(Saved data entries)

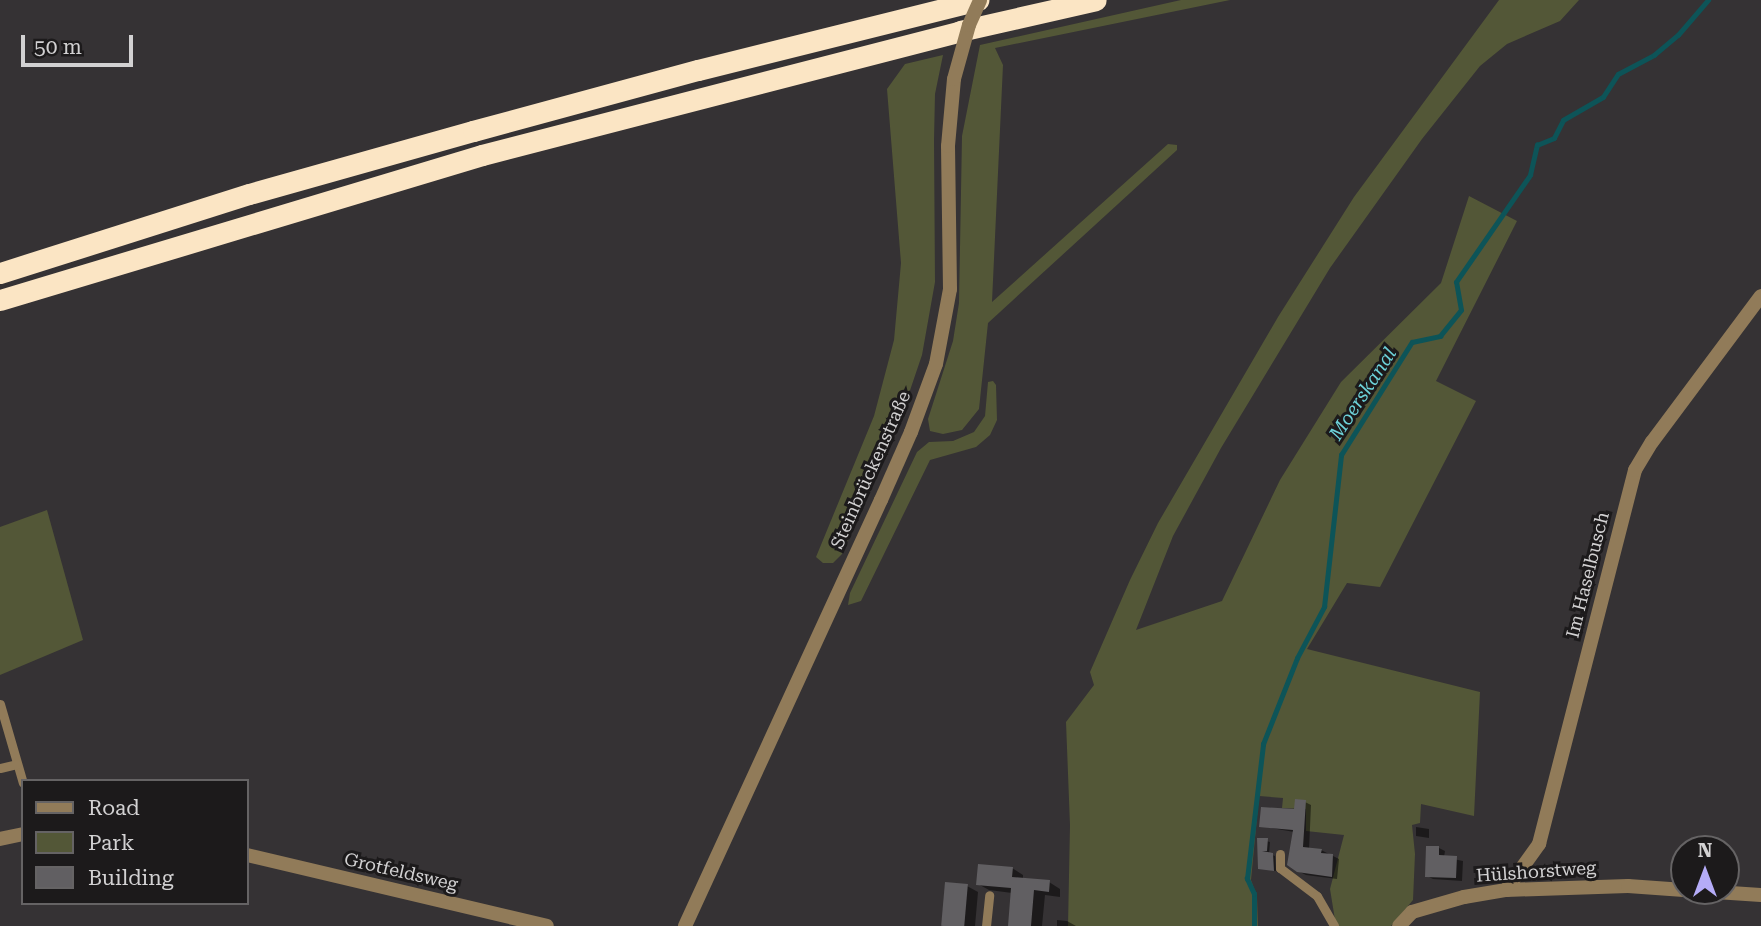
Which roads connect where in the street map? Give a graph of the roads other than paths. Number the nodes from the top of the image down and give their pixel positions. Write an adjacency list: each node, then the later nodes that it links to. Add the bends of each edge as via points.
1 (979, 0): 3 (highway, via 473,131 249,194); 20 (street, Steinbrückenstraße, bridge, via 954,79 948,146 950,289 936,364 881,500)
2 (1096, 0): 5 (highway, via 482,155)
3 (0, 273)
4 (1761, 296): 15 (street, Im Haselbusch, via 1635,470 1539,844)
5 (0, 300)
6 (0, 704): 7 (lane)
7 (17, 764): 8 (lane); 9 (lane)
8 (0, 768)
9 (22, 779)
10 (21, 834): 11 (street)
11 (0, 839)
12 (1280, 853): 22 (lane, via 1280,868 1317,896)
13 (248, 855): 19 (street, Grotfeldsweg)
14 (1670, 889): 15 (street, Hülshorstweg)
15 (1506, 890): 23 (street, Hülshorstweg, via 1412,912)
16 (1740, 894): 18 (street)
17 (989, 895): 21 (lane)
18 (1761, 895)
19 (547, 926)
20 (685, 926)
21 (986, 926)
22 (1334, 926)
23 (1399, 926)

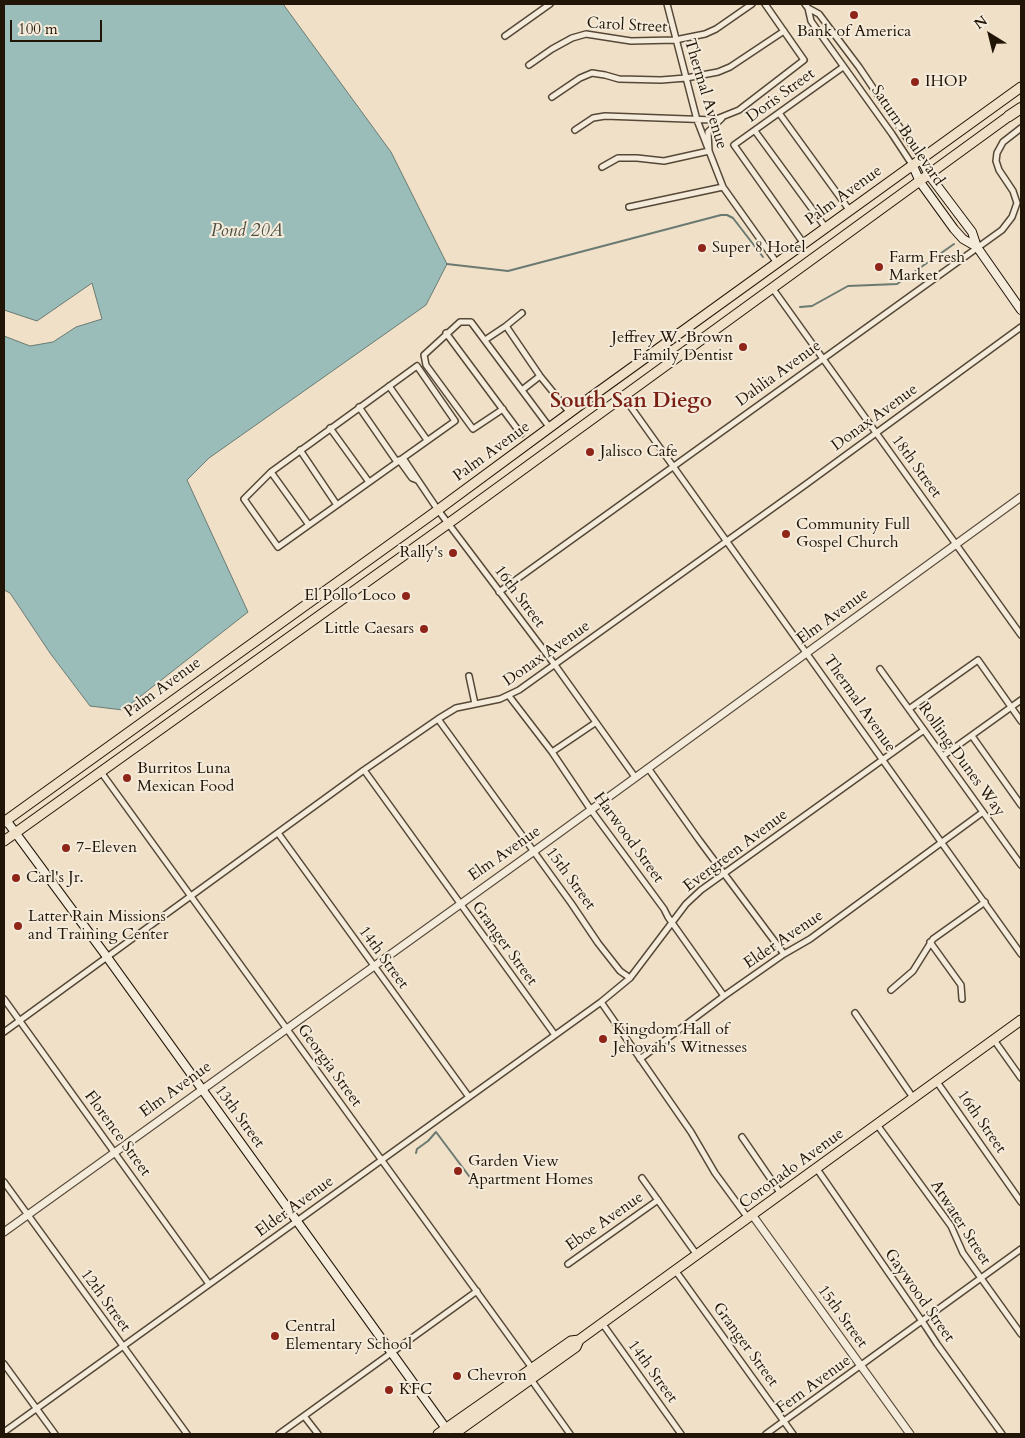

* _Prompt_:
Restate all entries above exactly, but not the images.

* _Output_:
Which roads connect where in the street map? Give a graph of the roads other than paths. Number the nodes from the top of the image down and give their pixel positions. Write an adjacency list: each node, then the later nodes that it links to. Add the bends of each edge as via points.
1 (979, 0): 3 (highway, via 473,131 249,194); 20 (street, Steinbrückenstraße, bridge, via 954,79 948,146 950,289 936,364 881,500)
2 (1096, 0): 5 (highway, via 482,155)
3 (0, 273)
4 (1761, 296): 15 (street, Im Haselbusch, via 1635,470 1539,844)
5 (0, 300)
6 (0, 704): 7 (lane)
7 (17, 764): 8 (lane); 9 (lane)
8 (0, 768)
9 (22, 779)
10 (21, 834): 11 (street)
11 (0, 839)
12 (1280, 853): 22 (lane, via 1280,868 1317,896)
13 (248, 855): 19 (street, Grotfeldsweg)
14 (1670, 889): 15 (street, Hülshorstweg)
15 (1506, 890): 23 (street, Hülshorstweg, via 1412,912)
16 (1740, 894): 18 (street)
17 (989, 895): 21 (lane)
18 (1761, 895)
19 (547, 926)
20 (685, 926)
21 (986, 926)
22 (1334, 926)
23 (1399, 926)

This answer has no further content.